Dataset excerpts:
┌────────
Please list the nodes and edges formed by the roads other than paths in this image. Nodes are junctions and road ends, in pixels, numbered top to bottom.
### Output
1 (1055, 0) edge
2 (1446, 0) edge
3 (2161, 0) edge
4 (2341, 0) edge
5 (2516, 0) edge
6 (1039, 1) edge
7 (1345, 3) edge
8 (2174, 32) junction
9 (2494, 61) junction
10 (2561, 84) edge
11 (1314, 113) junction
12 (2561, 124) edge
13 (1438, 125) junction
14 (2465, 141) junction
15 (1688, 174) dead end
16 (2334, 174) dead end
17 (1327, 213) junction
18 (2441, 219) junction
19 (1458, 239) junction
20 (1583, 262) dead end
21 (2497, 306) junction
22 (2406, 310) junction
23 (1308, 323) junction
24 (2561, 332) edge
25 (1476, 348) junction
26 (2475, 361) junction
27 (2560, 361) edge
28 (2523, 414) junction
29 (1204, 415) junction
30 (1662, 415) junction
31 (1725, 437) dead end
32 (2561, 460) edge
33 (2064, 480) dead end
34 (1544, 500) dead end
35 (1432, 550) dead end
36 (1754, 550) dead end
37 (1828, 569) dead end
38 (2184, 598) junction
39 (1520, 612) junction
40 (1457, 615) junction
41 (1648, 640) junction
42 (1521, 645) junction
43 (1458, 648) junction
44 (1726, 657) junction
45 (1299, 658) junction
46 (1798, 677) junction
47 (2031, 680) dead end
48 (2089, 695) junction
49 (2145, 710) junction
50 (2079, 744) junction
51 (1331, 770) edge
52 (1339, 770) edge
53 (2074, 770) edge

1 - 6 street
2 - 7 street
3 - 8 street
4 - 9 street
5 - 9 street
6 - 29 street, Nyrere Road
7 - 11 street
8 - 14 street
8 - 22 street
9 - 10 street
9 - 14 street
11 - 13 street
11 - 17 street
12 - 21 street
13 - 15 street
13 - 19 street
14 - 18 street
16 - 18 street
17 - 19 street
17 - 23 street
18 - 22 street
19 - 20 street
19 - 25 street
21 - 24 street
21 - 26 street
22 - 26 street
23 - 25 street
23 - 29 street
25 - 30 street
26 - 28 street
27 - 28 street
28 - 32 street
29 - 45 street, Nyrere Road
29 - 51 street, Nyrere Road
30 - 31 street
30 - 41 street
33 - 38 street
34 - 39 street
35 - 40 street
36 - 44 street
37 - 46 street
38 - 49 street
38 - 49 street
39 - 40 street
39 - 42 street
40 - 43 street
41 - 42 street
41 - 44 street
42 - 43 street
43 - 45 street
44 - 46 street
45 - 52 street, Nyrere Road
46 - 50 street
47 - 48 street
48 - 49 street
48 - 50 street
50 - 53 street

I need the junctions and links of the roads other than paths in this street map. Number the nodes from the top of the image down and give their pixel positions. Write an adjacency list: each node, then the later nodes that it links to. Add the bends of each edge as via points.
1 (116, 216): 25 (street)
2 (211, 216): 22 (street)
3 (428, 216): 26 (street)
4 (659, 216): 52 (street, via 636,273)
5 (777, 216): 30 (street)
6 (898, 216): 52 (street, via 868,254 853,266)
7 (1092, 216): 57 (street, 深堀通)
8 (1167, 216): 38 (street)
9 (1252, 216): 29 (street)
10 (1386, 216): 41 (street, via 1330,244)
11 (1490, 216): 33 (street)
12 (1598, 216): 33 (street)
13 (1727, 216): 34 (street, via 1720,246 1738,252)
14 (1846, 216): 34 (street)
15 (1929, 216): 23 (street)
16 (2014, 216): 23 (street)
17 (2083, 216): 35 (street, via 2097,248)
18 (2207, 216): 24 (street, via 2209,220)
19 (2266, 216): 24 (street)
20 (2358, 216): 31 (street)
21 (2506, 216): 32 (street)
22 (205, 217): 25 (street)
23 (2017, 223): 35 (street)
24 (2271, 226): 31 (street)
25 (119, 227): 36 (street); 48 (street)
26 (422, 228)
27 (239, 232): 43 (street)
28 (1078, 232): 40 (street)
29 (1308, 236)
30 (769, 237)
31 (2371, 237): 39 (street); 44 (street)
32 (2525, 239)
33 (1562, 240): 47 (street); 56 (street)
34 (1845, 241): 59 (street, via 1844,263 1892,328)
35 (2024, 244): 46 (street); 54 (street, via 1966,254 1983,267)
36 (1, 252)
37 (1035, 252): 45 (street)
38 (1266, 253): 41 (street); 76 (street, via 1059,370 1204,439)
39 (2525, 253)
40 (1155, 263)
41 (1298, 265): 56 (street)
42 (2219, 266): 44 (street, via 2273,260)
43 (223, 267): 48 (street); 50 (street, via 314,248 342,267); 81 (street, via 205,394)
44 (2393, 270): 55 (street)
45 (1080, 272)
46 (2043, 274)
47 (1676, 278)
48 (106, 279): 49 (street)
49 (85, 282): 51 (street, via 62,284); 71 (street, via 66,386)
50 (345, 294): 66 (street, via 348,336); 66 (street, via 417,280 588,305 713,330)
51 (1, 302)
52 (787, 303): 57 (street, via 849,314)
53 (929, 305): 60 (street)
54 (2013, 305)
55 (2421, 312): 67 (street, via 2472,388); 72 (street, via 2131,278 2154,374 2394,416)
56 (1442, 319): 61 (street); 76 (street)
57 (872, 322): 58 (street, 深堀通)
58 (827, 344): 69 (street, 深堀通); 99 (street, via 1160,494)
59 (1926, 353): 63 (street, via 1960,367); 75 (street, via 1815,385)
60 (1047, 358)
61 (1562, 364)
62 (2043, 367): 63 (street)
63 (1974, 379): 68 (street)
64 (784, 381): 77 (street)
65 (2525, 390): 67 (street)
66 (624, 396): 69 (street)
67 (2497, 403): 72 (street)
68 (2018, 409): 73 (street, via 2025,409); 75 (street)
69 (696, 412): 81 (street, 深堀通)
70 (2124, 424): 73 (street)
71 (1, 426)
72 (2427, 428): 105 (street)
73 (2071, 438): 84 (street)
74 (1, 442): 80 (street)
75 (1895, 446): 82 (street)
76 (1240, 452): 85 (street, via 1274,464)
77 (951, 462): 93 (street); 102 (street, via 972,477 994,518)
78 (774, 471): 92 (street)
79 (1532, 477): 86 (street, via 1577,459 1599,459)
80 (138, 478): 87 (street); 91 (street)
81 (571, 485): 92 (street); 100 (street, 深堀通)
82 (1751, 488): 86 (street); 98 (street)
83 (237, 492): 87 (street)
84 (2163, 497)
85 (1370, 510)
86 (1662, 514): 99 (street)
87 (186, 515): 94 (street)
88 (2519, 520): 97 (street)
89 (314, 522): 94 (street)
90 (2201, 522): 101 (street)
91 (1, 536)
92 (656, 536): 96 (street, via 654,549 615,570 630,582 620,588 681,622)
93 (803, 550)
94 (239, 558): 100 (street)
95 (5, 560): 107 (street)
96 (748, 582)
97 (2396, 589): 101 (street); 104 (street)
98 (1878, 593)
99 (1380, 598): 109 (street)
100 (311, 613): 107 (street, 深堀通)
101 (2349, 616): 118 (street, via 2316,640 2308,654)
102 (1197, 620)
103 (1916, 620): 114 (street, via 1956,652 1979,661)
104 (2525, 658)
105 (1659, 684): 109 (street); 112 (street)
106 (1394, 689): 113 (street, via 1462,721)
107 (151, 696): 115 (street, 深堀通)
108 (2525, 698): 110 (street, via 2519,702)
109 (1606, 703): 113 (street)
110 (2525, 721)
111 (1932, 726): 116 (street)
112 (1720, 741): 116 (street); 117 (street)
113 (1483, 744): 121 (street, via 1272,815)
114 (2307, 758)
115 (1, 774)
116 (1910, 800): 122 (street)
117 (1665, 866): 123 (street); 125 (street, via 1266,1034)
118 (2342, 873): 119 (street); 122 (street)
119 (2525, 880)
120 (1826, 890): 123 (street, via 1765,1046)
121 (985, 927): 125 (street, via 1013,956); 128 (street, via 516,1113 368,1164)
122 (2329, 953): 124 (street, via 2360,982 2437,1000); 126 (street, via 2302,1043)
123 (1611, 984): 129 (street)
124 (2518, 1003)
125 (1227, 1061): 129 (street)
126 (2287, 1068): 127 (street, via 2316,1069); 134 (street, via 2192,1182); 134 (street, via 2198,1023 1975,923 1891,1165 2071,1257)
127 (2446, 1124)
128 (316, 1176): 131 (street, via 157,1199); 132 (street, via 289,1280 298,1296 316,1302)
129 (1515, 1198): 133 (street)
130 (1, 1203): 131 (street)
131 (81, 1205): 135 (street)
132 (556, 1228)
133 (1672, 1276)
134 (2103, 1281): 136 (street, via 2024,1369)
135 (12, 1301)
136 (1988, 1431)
└────────
### TASK:
Only lines with the word "junctions" are wanted, so copy each one from the records.

### ANSWER TO THIS EXERCISE:
Please list the nodes and edges formed by the roads other than paths in this image. Nodes are junctions and road ends, in pixels, numbered top to bottom.
I need the junctions and links of the roads other than paths in this street map. Number the nodes from the top of the image down and give their pixel positions. Write an adjacency list: each node, then the later nodes that it links to. Add the bends of each edge as via points.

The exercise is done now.